» Task goal:
This exercise asks for the entries below to be printed exactly.

» Exercise material:
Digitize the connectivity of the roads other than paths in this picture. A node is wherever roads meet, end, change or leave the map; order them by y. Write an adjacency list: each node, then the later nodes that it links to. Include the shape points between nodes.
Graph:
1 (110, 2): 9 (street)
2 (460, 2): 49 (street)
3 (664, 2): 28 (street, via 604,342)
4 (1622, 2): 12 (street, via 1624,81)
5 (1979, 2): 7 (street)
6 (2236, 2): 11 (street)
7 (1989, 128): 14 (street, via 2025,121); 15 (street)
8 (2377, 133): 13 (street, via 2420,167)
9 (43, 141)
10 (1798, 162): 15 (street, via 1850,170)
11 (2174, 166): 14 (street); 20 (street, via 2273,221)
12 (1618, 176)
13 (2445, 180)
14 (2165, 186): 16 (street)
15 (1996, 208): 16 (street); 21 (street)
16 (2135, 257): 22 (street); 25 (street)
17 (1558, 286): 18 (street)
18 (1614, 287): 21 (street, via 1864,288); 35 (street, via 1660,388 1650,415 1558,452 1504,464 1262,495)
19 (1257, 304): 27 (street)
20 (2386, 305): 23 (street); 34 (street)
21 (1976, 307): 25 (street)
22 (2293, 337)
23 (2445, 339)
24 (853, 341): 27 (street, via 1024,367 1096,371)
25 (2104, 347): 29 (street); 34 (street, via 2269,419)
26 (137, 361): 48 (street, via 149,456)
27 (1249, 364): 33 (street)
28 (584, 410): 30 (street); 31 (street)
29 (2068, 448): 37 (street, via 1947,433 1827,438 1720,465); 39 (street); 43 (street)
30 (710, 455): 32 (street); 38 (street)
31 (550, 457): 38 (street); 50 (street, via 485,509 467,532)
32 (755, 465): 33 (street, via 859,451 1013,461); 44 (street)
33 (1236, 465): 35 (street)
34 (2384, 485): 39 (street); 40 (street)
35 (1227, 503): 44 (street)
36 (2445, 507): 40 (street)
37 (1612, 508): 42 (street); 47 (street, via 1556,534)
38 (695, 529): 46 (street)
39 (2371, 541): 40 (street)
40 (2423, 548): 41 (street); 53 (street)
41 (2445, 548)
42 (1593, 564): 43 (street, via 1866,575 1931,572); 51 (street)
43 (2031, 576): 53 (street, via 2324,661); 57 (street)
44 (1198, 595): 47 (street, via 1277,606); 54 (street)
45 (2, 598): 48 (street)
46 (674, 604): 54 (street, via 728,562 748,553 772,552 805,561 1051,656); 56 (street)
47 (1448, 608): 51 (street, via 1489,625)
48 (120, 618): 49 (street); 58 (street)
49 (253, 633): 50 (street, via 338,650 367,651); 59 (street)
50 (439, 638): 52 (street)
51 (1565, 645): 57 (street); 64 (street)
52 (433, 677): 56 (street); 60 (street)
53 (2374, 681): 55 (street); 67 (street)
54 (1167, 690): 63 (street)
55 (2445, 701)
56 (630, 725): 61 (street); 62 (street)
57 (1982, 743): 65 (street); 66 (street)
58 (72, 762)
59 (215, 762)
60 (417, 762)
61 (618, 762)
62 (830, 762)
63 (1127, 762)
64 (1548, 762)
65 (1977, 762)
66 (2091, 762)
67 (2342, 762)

» Completed exercise:
Digitize the connectivity of the roads other than paths in this picture. A node is wherever roads meet, end, change or leave the map; order them by y. Write an adjacency list: each node, then the later nodes that it links to. Include the shape points between nodes.
Graph:
1 (110, 2): 9 (street)
2 (460, 2): 49 (street)
3 (664, 2): 28 (street, via 604,342)
4 (1622, 2): 12 (street, via 1624,81)
5 (1979, 2): 7 (street)
6 (2236, 2): 11 (street)
7 (1989, 128): 14 (street, via 2025,121); 15 (street)
8 (2377, 133): 13 (street, via 2420,167)
9 (43, 141)
10 (1798, 162): 15 (street, via 1850,170)
11 (2174, 166): 14 (street); 20 (street, via 2273,221)
12 (1618, 176)
13 (2445, 180)
14 (2165, 186): 16 (street)
15 (1996, 208): 16 (street); 21 (street)
16 (2135, 257): 22 (street); 25 (street)
17 (1558, 286): 18 (street)
18 (1614, 287): 21 (street, via 1864,288); 35 (street, via 1660,388 1650,415 1558,452 1504,464 1262,495)
19 (1257, 304): 27 (street)
20 (2386, 305): 23 (street); 34 (street)
21 (1976, 307): 25 (street)
22 (2293, 337)
23 (2445, 339)
24 (853, 341): 27 (street, via 1024,367 1096,371)
25 (2104, 347): 29 (street); 34 (street, via 2269,419)
26 (137, 361): 48 (street, via 149,456)
27 (1249, 364): 33 (street)
28 (584, 410): 30 (street); 31 (street)
29 (2068, 448): 37 (street, via 1947,433 1827,438 1720,465); 39 (street); 43 (street)
30 (710, 455): 32 (street); 38 (street)
31 (550, 457): 38 (street); 50 (street, via 485,509 467,532)
32 (755, 465): 33 (street, via 859,451 1013,461); 44 (street)
33 (1236, 465): 35 (street)
34 (2384, 485): 39 (street); 40 (street)
35 (1227, 503): 44 (street)
36 (2445, 507): 40 (street)
37 (1612, 508): 42 (street); 47 (street, via 1556,534)
38 (695, 529): 46 (street)
39 (2371, 541): 40 (street)
40 (2423, 548): 41 (street); 53 (street)
41 (2445, 548)
42 (1593, 564): 43 (street, via 1866,575 1931,572); 51 (street)
43 (2031, 576): 53 (street, via 2324,661); 57 (street)
44 (1198, 595): 47 (street, via 1277,606); 54 (street)
45 (2, 598): 48 (street)
46 (674, 604): 54 (street, via 728,562 748,553 772,552 805,561 1051,656); 56 (street)
47 (1448, 608): 51 (street, via 1489,625)
48 (120, 618): 49 (street); 58 (street)
49 (253, 633): 50 (street, via 338,650 367,651); 59 (street)
50 (439, 638): 52 (street)
51 (1565, 645): 57 (street); 64 (street)
52 (433, 677): 56 (street); 60 (street)
53 (2374, 681): 55 (street); 67 (street)
54 (1167, 690): 63 (street)
55 (2445, 701)
56 (630, 725): 61 (street); 62 (street)
57 (1982, 743): 65 (street); 66 (street)
58 (72, 762)
59 (215, 762)
60 (417, 762)
61 (618, 762)
62 (830, 762)
63 (1127, 762)
64 (1548, 762)
65 (1977, 762)
66 (2091, 762)
67 (2342, 762)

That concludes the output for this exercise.